Le jour de la sainte Ursule

Publié le 21 octobre 2017 par Christinedb

Il n'avait pas fait plus de 5° pendant la nuit mais le soleil commençait à percer le brouillard qui montait de la vallée de la Meurthe. Je longeais une vigne qui n'avait plus une grappe depuis plusieurs semaines. Au bout du chemin, j'aperçus l'asile de Maréville et c'est là que je vis le facteur avec sa besace qui semblait silourde! non pas de son poids réel mais de ces lettres et de ces cartes dites de correspondance venant du front, remplies de bonnes et surtout de mauvaises nouvelles. C'est lui qui m'informe que nous sommes le jour de la sainte Ursule et le 21 octobre 1914.

Je ne connais pas ce chemin, mon grand père Gustave ne m'y a jamais emmené, il y a pourtant vécu une dizaine d'années et jusqu'à ses 13 ans. L'asile de Maréville était réservé aux aliénés, Jules Druesne y était secrétaire du Responsable de l'établissement. Toute la famille - sa femme Cécile, sa belle-mère Marie-Louise et Gustave son plus jeune fils - vivait donc à coté de la maison du directeur. Jules est parti depuis le 31 juillet.

Je demande au facteur s'il a une lettre pour Cécile, il fronce les sourcils d'un air soupçonneux, qui suis-je avec mon allure de garçon, mes cheveux courts à me promener " en cheveux " sans chapeau? Je lui explique que je suis l'arrière petite fille de Cécile et Jules, que je vis plus de 100 ans plus tard. Il me regarde avec des yeux comme des soucoupes mais semble accepter mon histoire. Oui il a une carte et une lettre pour Cécile. Je l'accompagne...

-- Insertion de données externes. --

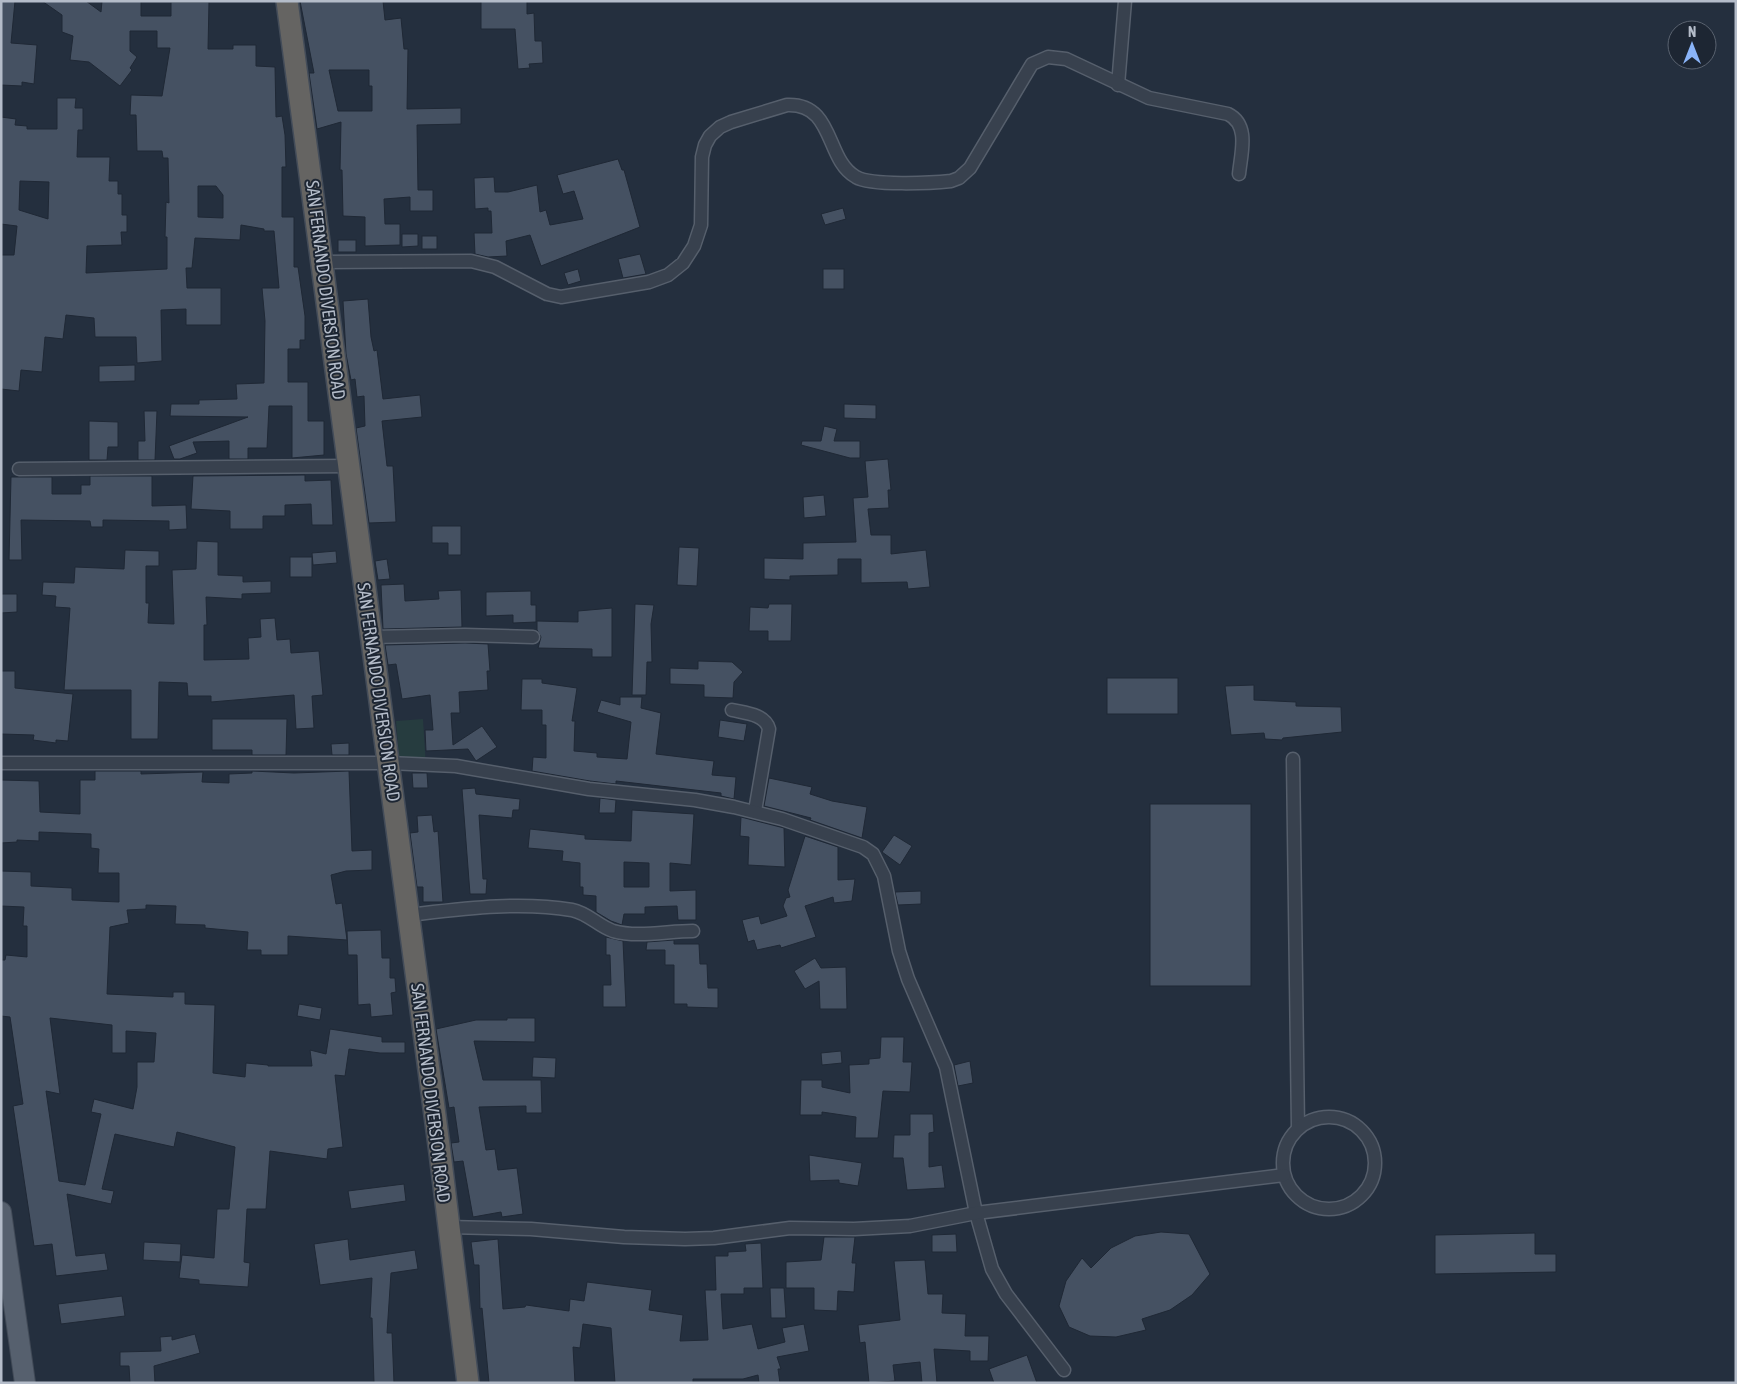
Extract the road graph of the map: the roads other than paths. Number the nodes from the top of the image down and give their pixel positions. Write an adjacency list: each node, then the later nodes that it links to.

Nous sommes devant le pavillon du Directeur et j'aperçois Cécile, mais je ne vois pas Gustave... mais bien-sûr! nous sommes mercredi, il est donc à l'école. Je m'éloigne un peu et laisse le facteur lui porter les missives tant attendues, ils se disent quelques mots que je n'entends pas puis je vois s'éloigner le préposé des postes. Je suis là pour parler à Cécile, mais je la laisse lire ses chers courriers avant de me diriger vers son logement.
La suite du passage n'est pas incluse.